Consus is a geo-replicated transactional key-value store that upholds strong consistency and fault tolerance guarantees across multiple data centers. By geo-replicating data, Consus can can withstand correlated failures up to and including entire data centers, and reduce latency for clients by directing them to nearby replicas.
The latency between geographically distinct locations forces storage systems to navigate the inherent tradeoff between latency and fault tolerance. Systems may make an operation withstand a complete data center failure by incurring the latency cost to propagate it to other data centers before reporting that the operation has finished. On the other side of the tradeoff systems, may avoid the latency cost by reporting that an operation is complete before it propagates to other data centers---at the risk that the operation is lost in a failure and never takes effect in other data centers. In essence, the tradeoff is entirely a matter of minimizing latency while upholding desirable degree of fault tolerance. Consus chooses to maintain fault tolerance at all times.
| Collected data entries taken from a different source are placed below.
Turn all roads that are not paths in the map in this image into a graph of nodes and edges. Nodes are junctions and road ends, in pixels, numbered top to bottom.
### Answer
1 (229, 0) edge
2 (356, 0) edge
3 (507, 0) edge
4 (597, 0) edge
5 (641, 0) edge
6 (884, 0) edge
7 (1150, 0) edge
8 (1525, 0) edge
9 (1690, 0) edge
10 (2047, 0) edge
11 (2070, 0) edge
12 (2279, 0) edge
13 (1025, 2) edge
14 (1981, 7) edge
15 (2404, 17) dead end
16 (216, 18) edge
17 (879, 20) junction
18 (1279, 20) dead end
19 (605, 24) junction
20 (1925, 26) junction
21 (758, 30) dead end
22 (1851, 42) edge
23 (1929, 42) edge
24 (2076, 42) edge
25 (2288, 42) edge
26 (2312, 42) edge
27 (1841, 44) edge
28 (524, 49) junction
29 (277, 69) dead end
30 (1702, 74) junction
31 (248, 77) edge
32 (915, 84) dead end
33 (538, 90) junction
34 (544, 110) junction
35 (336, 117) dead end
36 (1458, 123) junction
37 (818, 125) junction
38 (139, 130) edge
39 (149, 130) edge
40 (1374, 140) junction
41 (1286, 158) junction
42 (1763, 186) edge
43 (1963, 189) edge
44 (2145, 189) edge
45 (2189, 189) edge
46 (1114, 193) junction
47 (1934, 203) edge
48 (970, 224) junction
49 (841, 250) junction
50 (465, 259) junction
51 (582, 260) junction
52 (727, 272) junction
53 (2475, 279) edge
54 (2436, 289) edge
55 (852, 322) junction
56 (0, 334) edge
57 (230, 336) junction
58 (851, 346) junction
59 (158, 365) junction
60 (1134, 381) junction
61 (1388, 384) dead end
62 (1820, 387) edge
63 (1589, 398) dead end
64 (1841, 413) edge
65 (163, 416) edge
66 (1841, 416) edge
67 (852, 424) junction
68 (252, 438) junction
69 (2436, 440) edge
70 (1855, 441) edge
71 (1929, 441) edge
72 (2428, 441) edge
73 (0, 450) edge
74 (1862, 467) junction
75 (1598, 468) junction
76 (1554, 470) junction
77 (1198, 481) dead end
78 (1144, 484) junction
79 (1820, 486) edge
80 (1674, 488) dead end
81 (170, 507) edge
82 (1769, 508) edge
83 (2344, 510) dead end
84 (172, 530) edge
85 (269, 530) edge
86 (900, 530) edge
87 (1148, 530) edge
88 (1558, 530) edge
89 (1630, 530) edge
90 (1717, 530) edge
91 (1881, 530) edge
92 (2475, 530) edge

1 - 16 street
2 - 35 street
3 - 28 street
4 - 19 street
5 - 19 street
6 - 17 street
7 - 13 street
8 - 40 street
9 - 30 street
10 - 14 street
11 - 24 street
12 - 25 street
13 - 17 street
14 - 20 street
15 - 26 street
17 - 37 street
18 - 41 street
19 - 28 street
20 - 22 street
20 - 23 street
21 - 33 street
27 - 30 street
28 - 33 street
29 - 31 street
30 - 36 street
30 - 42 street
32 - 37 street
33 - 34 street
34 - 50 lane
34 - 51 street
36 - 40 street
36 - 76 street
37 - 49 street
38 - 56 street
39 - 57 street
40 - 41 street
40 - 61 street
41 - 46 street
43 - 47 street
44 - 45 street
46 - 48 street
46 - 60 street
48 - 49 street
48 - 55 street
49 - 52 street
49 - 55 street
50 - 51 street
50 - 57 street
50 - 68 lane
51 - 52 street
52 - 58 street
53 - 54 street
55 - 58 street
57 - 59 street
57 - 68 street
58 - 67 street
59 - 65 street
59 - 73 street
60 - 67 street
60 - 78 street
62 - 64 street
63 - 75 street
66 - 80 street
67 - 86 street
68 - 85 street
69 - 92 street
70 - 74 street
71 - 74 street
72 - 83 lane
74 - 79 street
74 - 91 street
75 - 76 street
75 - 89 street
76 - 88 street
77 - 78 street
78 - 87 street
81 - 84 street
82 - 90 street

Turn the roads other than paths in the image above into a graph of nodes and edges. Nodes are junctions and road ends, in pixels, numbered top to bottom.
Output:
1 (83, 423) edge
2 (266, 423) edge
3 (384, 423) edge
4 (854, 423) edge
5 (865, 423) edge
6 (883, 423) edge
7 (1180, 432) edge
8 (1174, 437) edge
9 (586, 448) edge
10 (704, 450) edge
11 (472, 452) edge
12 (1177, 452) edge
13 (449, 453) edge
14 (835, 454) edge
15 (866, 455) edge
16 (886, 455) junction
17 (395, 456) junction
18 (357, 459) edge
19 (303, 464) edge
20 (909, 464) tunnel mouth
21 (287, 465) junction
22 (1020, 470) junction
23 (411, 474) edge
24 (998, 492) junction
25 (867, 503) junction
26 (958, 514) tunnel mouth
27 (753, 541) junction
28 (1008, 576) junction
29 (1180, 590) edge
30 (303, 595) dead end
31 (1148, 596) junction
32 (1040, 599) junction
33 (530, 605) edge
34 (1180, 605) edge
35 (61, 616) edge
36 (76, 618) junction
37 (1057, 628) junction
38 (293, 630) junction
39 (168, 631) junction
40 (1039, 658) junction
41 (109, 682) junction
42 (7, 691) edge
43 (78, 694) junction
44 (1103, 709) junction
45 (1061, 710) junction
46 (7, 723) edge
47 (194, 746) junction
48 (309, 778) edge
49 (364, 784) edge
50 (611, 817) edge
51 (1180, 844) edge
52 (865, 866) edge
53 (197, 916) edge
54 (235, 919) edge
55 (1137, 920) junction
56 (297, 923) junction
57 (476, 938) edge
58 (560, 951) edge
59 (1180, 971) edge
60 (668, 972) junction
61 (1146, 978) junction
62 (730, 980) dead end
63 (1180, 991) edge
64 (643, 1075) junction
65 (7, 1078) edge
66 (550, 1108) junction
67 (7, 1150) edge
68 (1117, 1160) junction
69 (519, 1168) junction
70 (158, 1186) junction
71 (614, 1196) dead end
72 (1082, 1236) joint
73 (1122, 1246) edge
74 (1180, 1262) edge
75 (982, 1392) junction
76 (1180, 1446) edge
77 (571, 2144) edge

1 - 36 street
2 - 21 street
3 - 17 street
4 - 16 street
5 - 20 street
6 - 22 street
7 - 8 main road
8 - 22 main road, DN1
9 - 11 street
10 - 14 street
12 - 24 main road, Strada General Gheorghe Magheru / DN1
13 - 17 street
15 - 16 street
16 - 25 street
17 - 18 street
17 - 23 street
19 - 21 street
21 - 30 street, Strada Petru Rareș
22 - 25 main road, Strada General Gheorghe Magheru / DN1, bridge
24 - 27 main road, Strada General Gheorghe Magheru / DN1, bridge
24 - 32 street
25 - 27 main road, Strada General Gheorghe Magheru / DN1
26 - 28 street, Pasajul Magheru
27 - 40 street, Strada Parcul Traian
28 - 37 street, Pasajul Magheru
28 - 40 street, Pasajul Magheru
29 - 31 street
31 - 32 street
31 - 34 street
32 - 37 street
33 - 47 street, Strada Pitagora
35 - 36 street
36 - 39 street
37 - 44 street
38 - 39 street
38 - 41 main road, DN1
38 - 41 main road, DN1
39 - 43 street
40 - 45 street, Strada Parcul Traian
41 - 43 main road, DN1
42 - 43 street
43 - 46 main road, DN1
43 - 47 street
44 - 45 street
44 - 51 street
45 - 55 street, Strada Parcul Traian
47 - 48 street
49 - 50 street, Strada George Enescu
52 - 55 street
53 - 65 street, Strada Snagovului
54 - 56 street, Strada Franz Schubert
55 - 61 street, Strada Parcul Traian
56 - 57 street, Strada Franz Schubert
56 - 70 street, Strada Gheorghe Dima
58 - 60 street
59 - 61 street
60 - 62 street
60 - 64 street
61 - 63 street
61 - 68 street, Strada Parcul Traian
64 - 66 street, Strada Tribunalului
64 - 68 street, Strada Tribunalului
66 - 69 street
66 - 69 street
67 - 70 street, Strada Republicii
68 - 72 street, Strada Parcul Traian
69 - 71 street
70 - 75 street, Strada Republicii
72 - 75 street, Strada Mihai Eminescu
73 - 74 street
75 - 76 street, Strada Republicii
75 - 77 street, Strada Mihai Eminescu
For systems that make cross-data center fault tolerance guarantees, wide-area latency is often the dominating cost. An operation's overall execution time is heavily dependent upon the number of messages sent via the wide area and the latency of each message; consequently, reducing the number of messages on the critical path is an important aspect of optimizing the overall performance of geo-replicated systems.
Consus can commit a transaction across multiple data centers in three wide-area message delays during regular execution. Simply sending a message to a remote data center and receiving acknowledgement of its receipt---the bare minimum necessary to tolerate a data center failure---requires two message delays. Protocols such as 2-phase commit or Paxos require two round trips, or four message delays.